The first area that comes to mind when talking about NFT is art. Indeed, this technology allows to store any digital object on the blockchain: image, video, GIF, etc. However, NFT adds a dimension of digital certificate of ownership of this asset, inscribed forever in the blockchain.
Thus, many artists have been able to take advantage of the trend to sell their work as digital art, and thus as NFT. In March 2021, the Kings of Leon released the first NFT music album in history. Other musicians have offered career highlights in the form of non-fungible tokens, such as Eminem.

Of course, this type of token is also used especially by digital artists. The most famous is probably Beeple’s, which was sold for $69 million in March 2021

Moreover, some artists specialized in the production of digital works have been able to emerge thanks to the explosion of the NFT sector. This is notably the case of generative art via algorithms using emerging technologies such as artificial intelligence. The best known are Art Blocks or Fidenza.

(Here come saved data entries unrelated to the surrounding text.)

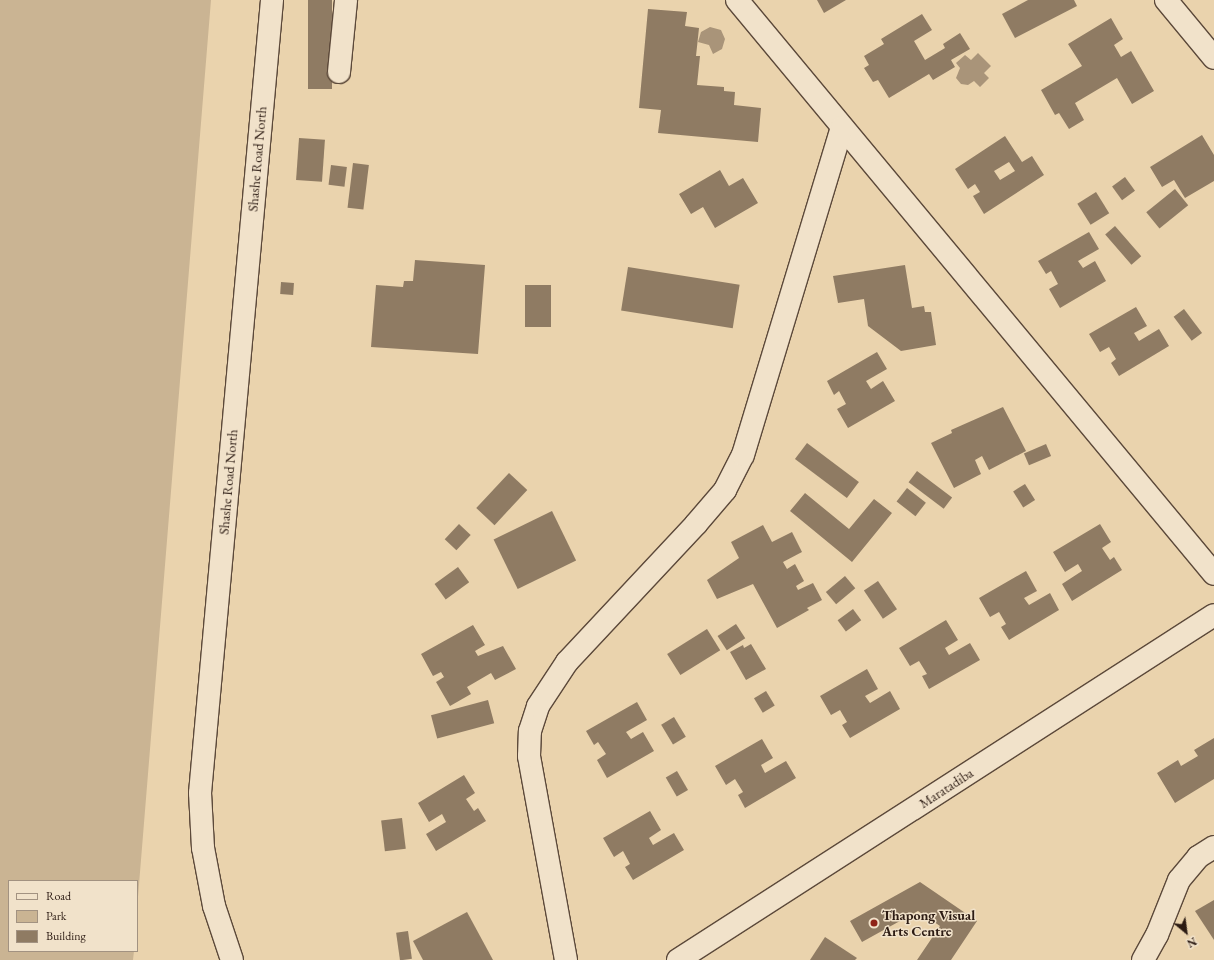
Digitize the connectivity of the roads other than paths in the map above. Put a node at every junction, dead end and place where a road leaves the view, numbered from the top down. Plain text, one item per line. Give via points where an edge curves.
1 (272, 0) edge
2 (346, 0) edge
3 (737, 0) edge
4 (1166, 0) edge
5 (1214, 58) edge
6 (339, 72) dead end
7 (842, 128) junction
8 (1214, 574) edge
9 (1214, 616) edge
10 (1214, 847) edge
11 (687, 958) edge
12 (232, 960) edge
13 (566, 960) edge
14 (1143, 960) edge

1 - 12 street, Shashe Road North via 200,793 203,848 214,906
2 - 6 street
3 - 7 street
4 - 5 street
7 - 8 street
7 - 13 street via 743,455 725,490 567,662 538,706 530,731 529,756
9 - 11 street, Maratadiba
10 - 14 street via 1198,857 1179,880 1158,935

It is sometimes difficult to understand the enthusiasm and price of some NFT. However, art is an enigmatic, unique and complex world that everyone interprets in their own way. In other words, the price of a work is simply determined by what everyone is willing to spend to acquire it.

NFTs and real estate

Halfway between video games and theme parks, there is also the digital real estate sector. Metaverses such as Decentraland or The Sandbox offer users 3D universes with plots. Everyone is free to buy a plot of land and then build what they want.

Each parcel is represented by a non-fungible token, which is purchasable with a cryptocurrency. The plots vary in price depending on their attractiveness and location, just like “real” real estate. Real estate developers have even shown interest in it already.

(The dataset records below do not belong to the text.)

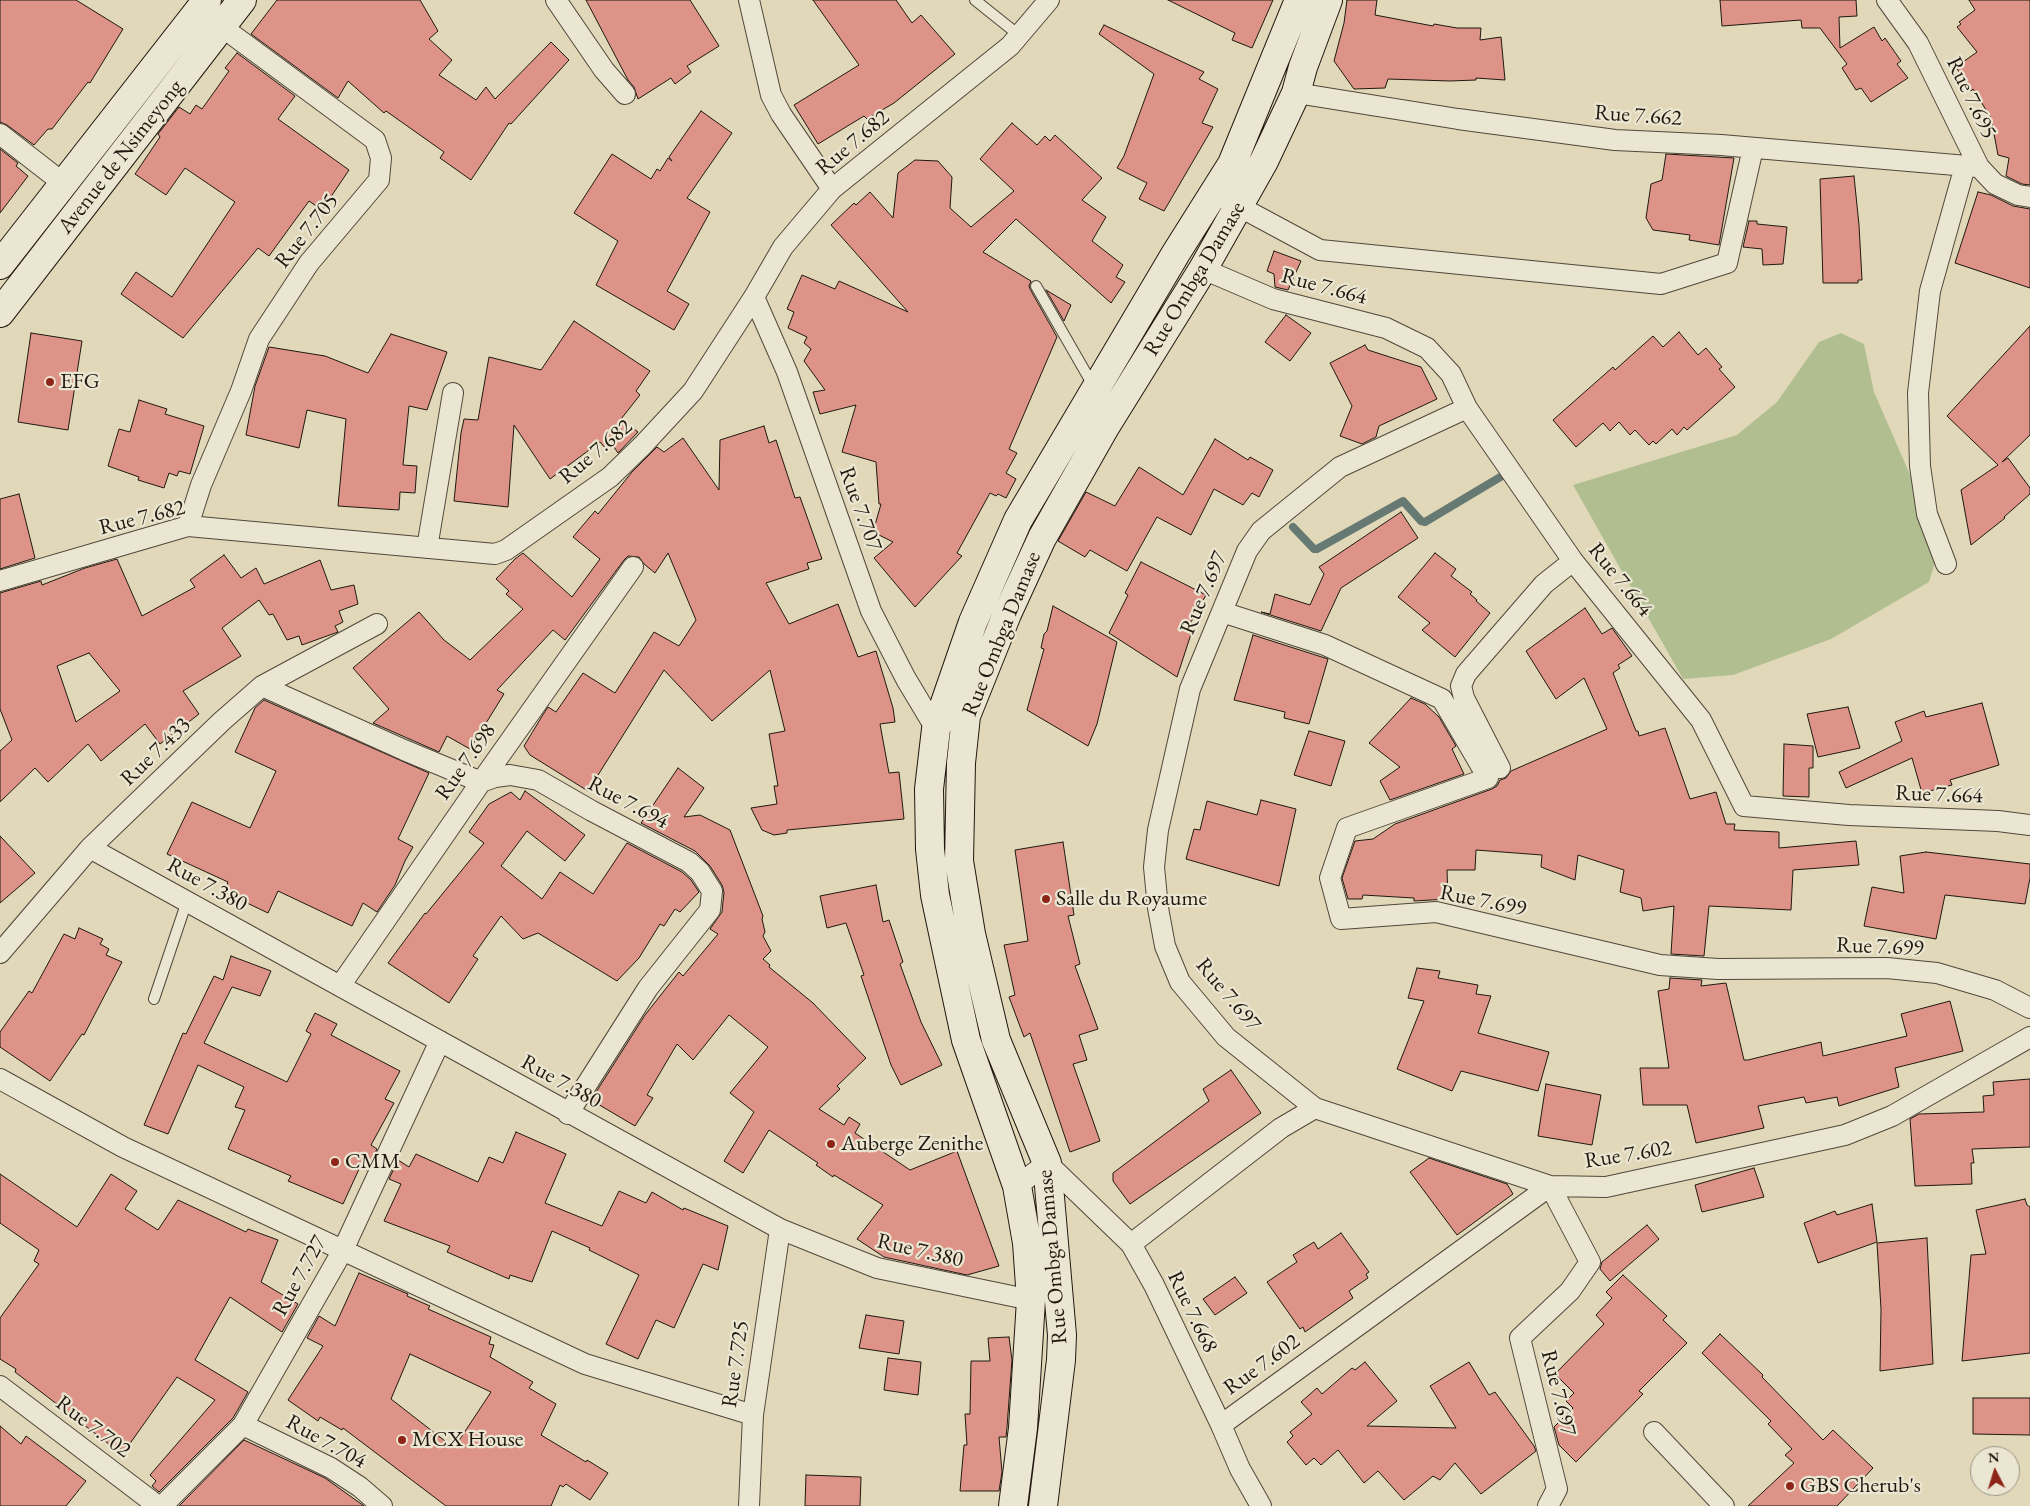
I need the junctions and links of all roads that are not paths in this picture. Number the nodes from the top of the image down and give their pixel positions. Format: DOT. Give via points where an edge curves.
graph roads {
  1 [pos="207,0"];
  2 [pos="242,0"];
  3 [pos="556,0"];
  4 [pos="749,0"];
  5 [pos="975,0"];
  6 [pos="1049,0"];
  7 [pos="1299,0"];
  8 [pos="1328,0"];
  9 [pos="1888,0"];
  10 [pos="222,27"];
  11 [pos="1020,36"];
  12 [pos="1296,93"];
  13 [pos="625,94"];
  14 [pos="0,134"];
  15 [pos="1753,148"];
  16 [pos="1972,166"];
  17 [pos="63,183"];
  18 [pos="832,189"];
  19 [pos="1214,193"];
  20 [pos="2030,197"];
  21 [pos="1239,206"];
  22 [pos="0,264"];
  23 [pos="1203,268"];
  24 [pos="1036,286"];
  25 [pos="754,297"];
  26 [pos="0,313"];
  27 [pos="1095,390"];
  28 [pos="453,393"];
  29 [pos="1467,408"];
  30 [pos="188,526"];
  31 [pos="427,548"];
  32 [pos="1573,561"];
  33 [pos="1946,564"];
  34 [pos="633,567"];
  35 [pos="0,581"];
  36 [pos="1222,612"];
  37 [pos="377,624"];
  38 [pos="262,686"];
  39 [pos="936,729"];
  40 [pos="1500,768"];
  41 [pos="481,782"];
  42 [pos="2030,825"];
  43 [pos="90,848"];
  44 [pos="187,901"];
  45 [pos="0,953"];
  46 [pos="340,986"];
  47 [pos="154,999"];
  48 [pos="2030,1008"];
  49 [pos="2030,1037"];
  50 [pos="440,1041"];
  51 [pos="0,1079"];
  52 [pos="1315,1108"];
  53 [pos="568,1114"];
  54 [pos="1047,1162"];
  55 [pos="1017,1186"];
  56 [pos="1550,1186"];
  57 [pos="780,1229"];
  58 [pos="1131,1244"];
  59 [pos="343,1250"];
  60 [pos="1031,1300"];
  61 [pos="0,1386"];
  62 [pos="753,1415"];
  63 [pos="243,1425"];
  64 [pos="1221,1425"];
  65 [pos="1654,1432"];
  66 [pos="158,1506"];
  67 [pos="162,1506"];
  68 [pos="382,1506"];
  69 [pos="749,1506"];
  70 [pos="1014,1506"];
  71 [pos="1043,1506"];
  72 [pos="1261,1506"];
  73 [pos="1548,1506"];
  74 [pos="1724,1506"];
  1 -- 17 [label="main road, Avenue de Nsimeyong"];
  2 -- 10 [label="main road, Avenue de Nsimeyong"];
  3 -- 13 [label="street" via="604,70"];
  4 -- 18 [label="street" via="771,95"];
  5 -- 11 [label="lane"];
  6 -- 11 [label="street, Rue 7.682"];
  7 -- 19 [label="main road, Rue Ombga Damase" via="1232,164"];
  8 -- 12 [label="main road, Rue Ombga Damase"];
  9 -- 16 [label="street, Rue 7.695" via="1918,43"];
  10 -- 26 [label="main road, Avenue de Nsimeyong"];
  10 -- 30 [label="street, Rue 7.705" via="375,140 381,158 378,180 309,263 259,339 242,391 201,485"];
  11 -- 18 [label="street, Rue 7.682"];
  12 -- 15 [label="street, Rue 7.662" via="1615,140"];
  12 -- 21 [label="main road, Rue Ombga Damase"];
  14 -- 17 [label="street"];
  15 -- 16 [label="street, Rue 7.662"];
  15 -- 21 [label="street" via="1727,263 1662,284 1320,250"];
  16 -- 20 [label="street, Rue 7.695" via="1995,184"];
  16 -- 33 [label="street" via="1930,291 1918,393 1920,466 1926,514"];
  17 -- 22 [label="main road, Avenue de Nsimeyong"];
  18 -- 25 [label="street, Rue 7.682" via="783,247"];
  19 -- 21 [label="street"];
  19 -- 27 [label="main road, Rue Ombga Damase"];
  21 -- 23 [label="main road, Rue Ombga Damase"];
  23 -- 29 [label="street, Rue 7.664" via="1273,299 1386,328 1427,348 1451,374"];
  23 -- 54 [label="main road, Rue Ombga Damase" via="1105,427 1042,538 966,716 961,763 959,861 971,934 996,1040"];
  24 -- 27 [label="lane"];
  25 -- 31 [label="street, Rue 7.682" via="693,392 610,477 506,550 495,554"];
  25 -- 39 [label="street, Rue 7.707" via="787,372 872,612"];
  27 -- 39 [label="main road, Rue Ombga Damase" via="1018,520 973,622"];
  28 -- 31 [label="street"];
  29 -- 32 [label="street, Rue 7.664"];
  29 -- 36 [label="street, Rue 7.697" via="1340,467 1261,531 1248,551"];
  30 -- 31 [label="street, Rue 7.682"];
  30 -- 35 [label="street, Rue 7.682"];
  32 -- 40 [label="street" via="1544,584 1466,674 1461,686"];
  32 -- 42 [label="street, Rue 7.664" via="1700,720 1744,806"];
  34 -- 41 [label="street, Rue 7.698"];
  36 -- 48 [label="street, Rue 7.699" via="1325,645 1442,700 1488,778 1347,828 1330,878 1341,919 1436,912 1660,965 1887,968 1937,973 1995,990"];
  36 -- 52 [label="street, Rue 7.697" via="1190,689 1158,830 1154,867 1165,946 1180,982 1226,1037"];
  37 -- 38 [label="street, Rue 7.433"];
  38 -- 41 [label="street"];
  38 -- 43 [label="street, Rue 7.433"];
  39 -- 55 [label="main road, Rue Ombga Damase" via="929,789 935,895 966,1040"];
  41 -- 46 [label="street, Rue 7.698"];
  41 -- 53 [label="street, Rue 7.694" via="510,775 538,780 689,862 712,891 710,910 648,988"];
  43 -- 44 [label="street, Rue 7.380"];
  43 -- 45 [label="street, Rue 7.433"];
  44 -- 46 [label="street, Rue 7.380"];
  44 -- 47 [label="lane"];
  46 -- 50 [label="street, Rue 7.380"];
  49 -- 56 [label="street, Rue 7.602" via="1892,1116 1845,1136 1606,1187"];
  50 -- 53 [label="street, Rue 7.380"];
  50 -- 59 [label="street, Rue 7.727"];
  51 -- 59 [label="street" via="123,1147"];
  52 -- 56 [label="street, Rue 7.697"];
  52 -- 58 [label="street" via="1282,1128"];
  53 -- 57 [label="street, Rue 7.380"];
  54 -- 55 [label="street"];
  54 -- 58 [label="street, Rue 7.668"];
  54 -- 71 [label="main road, Rue Ombga Damase" via="1062,1335"];
  55 -- 60 [label="main road, Rue Ombga Damase" via="1028,1243"];
  56 -- 64 [label="street, Rue 7.602"];
  56 -- 73 [label="street, Rue 7.697" via="1590,1262 1570,1291 1520,1338 1557,1489"];
  57 -- 60 [label="street, Rue 7.380" via="877,1268"];
  57 -- 62 [label="street, Rue 7.725"];
  58 -- 64 [label="street, Rue 7.668"];
  59 -- 62 [label="street" via="586,1364"];
  59 -- 63 [label="street, Rue 7.727"];
  60 -- 70 [label="main road, Rue Ombga Damase" via="1023,1428"];
  61 -- 66 [label="street, Rue 7.702"];
  62 -- 69 [label="street, Rue 7.725"];
  63 -- 67 [label="street, Rue 7.727"];
  63 -- 68 [label="street, Rue 7.704" via="331,1468"];
  64 -- 72 [label="street, Rue 7.668"];
  65 -- 74 [label="street"];
}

NFTs and decentralized finance (DeFi)

The porosity between the NFT market and decentralized finance is growing. In the DeFi world, users wishing to borrow money need to deposit an asset of a certain value as collateral. Now it is possible to use an NFT as collateral.

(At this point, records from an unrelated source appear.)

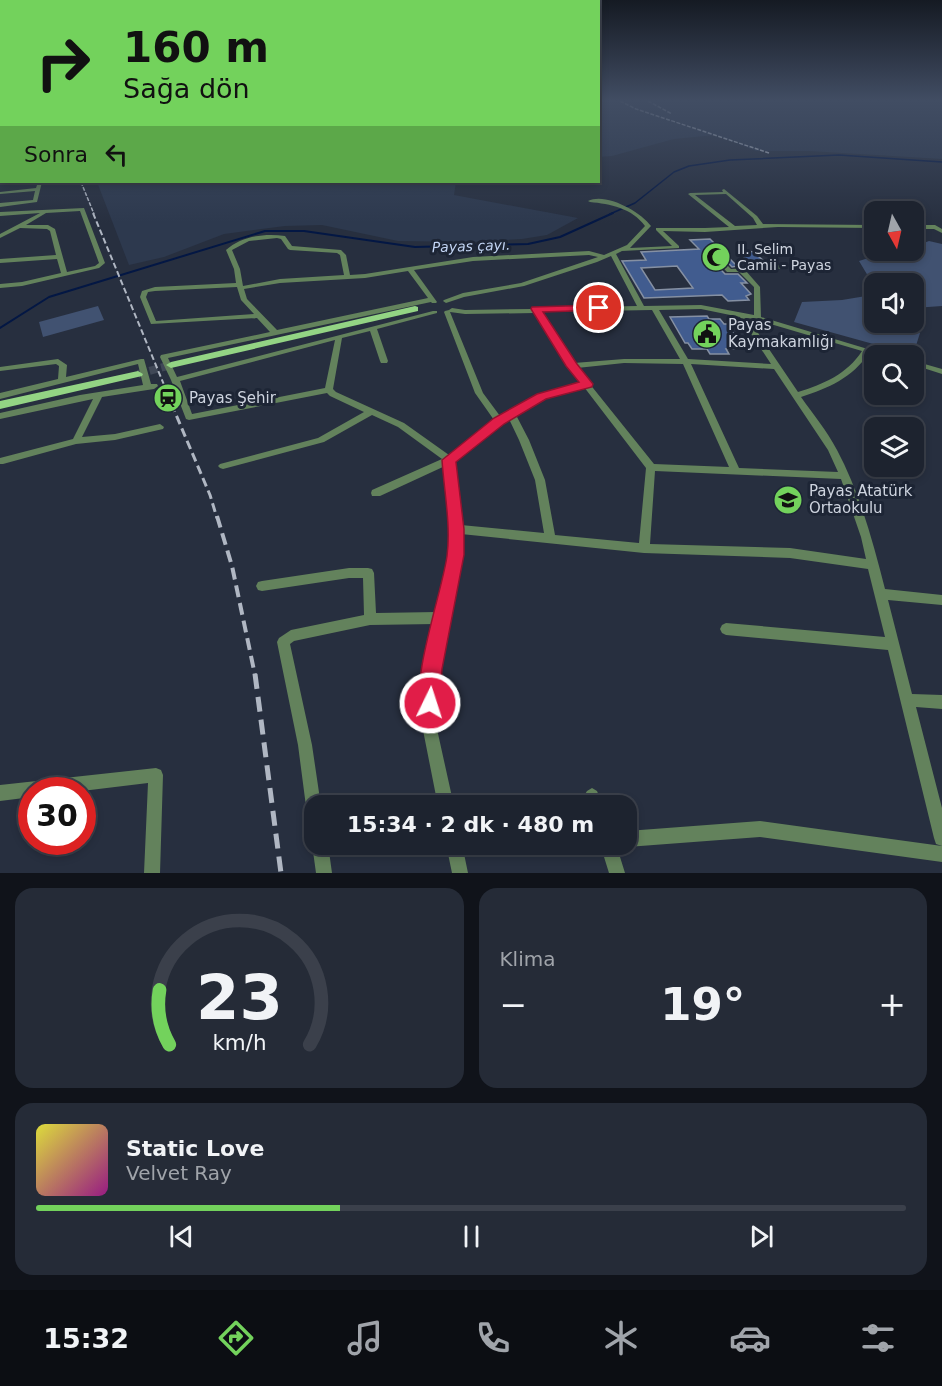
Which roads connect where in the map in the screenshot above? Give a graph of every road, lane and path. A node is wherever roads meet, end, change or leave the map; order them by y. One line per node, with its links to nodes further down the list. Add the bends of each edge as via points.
1 (40, 183): 3 (street)
2 (722, 188): 5 (street)
3 (38, 189): 4 (street); 7 (street, via 35,201)
4 (0, 193)
5 (727, 193): 13 (street); 17 (street, via 690,194)
6 (609, 202): 12 (street, via 644,218)
7 (0, 205)
8 (49, 211): 9 (street); 11 (street); 31 (street, via 82,209 102,263)
9 (0, 214)
10 (924, 221): 16 (street)
11 (19, 226): 20 (street); 23 (street, via 53,230)
12 (648, 226): 18 (street); 22 (street, via 629,246)
13 (761, 226): 14 (street); 17 (street)
14 (864, 226)
15 (924, 227): 16 (street)
16 (935, 227): 19 (street)
17 (734, 228): 18 (street)
18 (660, 229): 22 (street, via 677,247)
19 (942, 231)
20 (0, 236)
21 (710, 251): 30 (street, via 729,271)
22 (615, 252): 24 (street); 37 (street)
23 (60, 257): 25 (street); 31 (street)
24 (604, 257): 27 (street, via 579,253 473,259); 35 (street, via 522,285 455,296)
25 (0, 261)
26 (782, 267): 29 (street)
27 (409, 268): 32 (street); 36 (street)
28 (762, 268): 30 (street)
29 (772, 268)
30 (741, 270): 44 (street, via 757,287)
31 (64, 274): 33 (street)
32 (347, 277): 34 (street); 34 (street, via 339,251 290,248 285,238 275,236 231,247 229,252)
33 (0, 286)
34 (240, 286): 43 (street, via 244,300); 43 (street, via 155,289 145,291 142,297 153,323)
35 (446, 301): 36 (street); 41 (street, via 453,305)
36 (432, 305): 39 (street); 41 (street); 45 (street); 46 (street)
37 (641, 307): 38 (street); 40 (street)
38 (654, 307): 42 (street, via 701,307); 51 (street)
39 (416, 309): 52 (main road)
40 (536, 309): 41 (street); 53 (street)
41 (450, 311): 70 (street, via 479,393)
42 (742, 315): 44 (street); 55 (street)
43 (258, 316): 46 (street)
44 (758, 318): 48 (street)
45 (373, 328): 47 (street); 50 (street)
46 (275, 333): 60 (street, via 164,357)
47 (339, 337): 60 (street); 62 (street)
48 (864, 350)
49 (864, 353): 63 (street, via 843,378)
50 (384, 361)
51 (686, 362): 53 (street, via 645,359); 55 (street); 77 (street)
52 (171, 365)
53 (572, 366): 61 (street)
54 (924, 366): 57 (street)
55 (778, 367): 63 (street)
56 (0, 369): 59 (street, via 58,361 63,365)
57 (942, 372)
58 (138, 374): 66 (main road)
59 (62, 380): 64 (street); 65 (street, via 141,361 151,387)
60 (175, 380): 62 (street, via 189,417)
61 (587, 384): 68 (street, via 541,396); 76 (street)
62 (329, 390): 67 (street)
63 (797, 395): 78 (street)
64 (0, 396)
65 (98, 396): 69 (street); 72 (street)
66 (0, 405)
67 (372, 411): 73 (street, via 401,425); 75 (street, via 321,440)
68 (511, 414): 70 (street); 81 (street, via 540,480)
69 (0, 416)
70 (499, 421): 73 (street)
71 (160, 427): 72 (street)
72 (76, 441): 74 (street)
73 (449, 460): 79 (street); 80 (street)
74 (1, 465)
75 (223, 466)
76 (651, 467): 77 (street); 82 (street)
77 (736, 472): 78 (street)
78 (845, 476): 83 (street)
79 (376, 493)
80 (456, 529): 81 (street); 87 (street, via 455,555)
81 (550, 539): 82 (street)
82 (644, 548): 83 (street, via 790,553)
83 (873, 565): 85 (street)
84 (262, 586): 88 (street, via 368,573)
85 (880, 594): 86 (street); 90 (street)
86 (942, 600)
87 (442, 618): 88 (street); 95 (street, via 428,720)
88 (370, 619): 94 (street, via 291,636 283,642)
89 (726, 629): 90 (street)
90 (893, 644): 91 (street)
91 (907, 700): 92 (street); 97 (street)
92 (942, 702)
93 (0, 793): 102 (street, via 156,775)
94 (312, 795)
95 (444, 795)
96 (637, 838): 98 (street, via 760,829)
97 (942, 838)
98 (942, 854)
99 (322, 855): 103 (street)
100 (456, 855): 104 (street)
101 (611, 855): 105 (street)
102 (152, 873)
103 (324, 873)
104 (460, 873)
105 (617, 873)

However, the NFT market is still very illiquid and the DeFi mechanisms (loan liquidation, etc.) are therefore difficult to implement. In this sense, solutions are gradually being developed, such as the fractionalization of NFTs into several parts.

This is made possible by a new standard: the ERC-1155 standard. As with any financial asset, the shares can then be traded with each other or against other digital assets. As a result, this brings liquidity to an overly illiquid market, especially for very expensive NFTs.

The blockchain also allows for the “tokenization” of a wider variety of assets. One of the most telling examples is real estate – real this time. NFTs can be used to digitize particularly illiquid assets like a house or land. When these come to the blockchain, they become much more liquid. This is a use that is very limited at the moment, but is likely to come to the fore in the coming years. One of the pioneers in this sector is RealT.

Here is an example of other use cases that could be democratized in the future thanks to NFTs:

  • Intellectual property: Lens Protocol allows to create decentralized social networks and to give back the ownership of personal data to the users thanks to NFTs;
  • Digital Identity: It is possible to imagine digital identity cards in NFT;
  • Financial vehicles: NFTs can contain assets, liabilities, positions, etc. ;
  • Ticketing: a ticket or entry ticket to an event can be replaced by an NFT to limit fraud;
  • Logistics: Carrefour has used NFTs to set up a traceability system from producer to retailer;
  • Voting: to avoid electoral fraud, a right to vote could be symbolized by an NFT.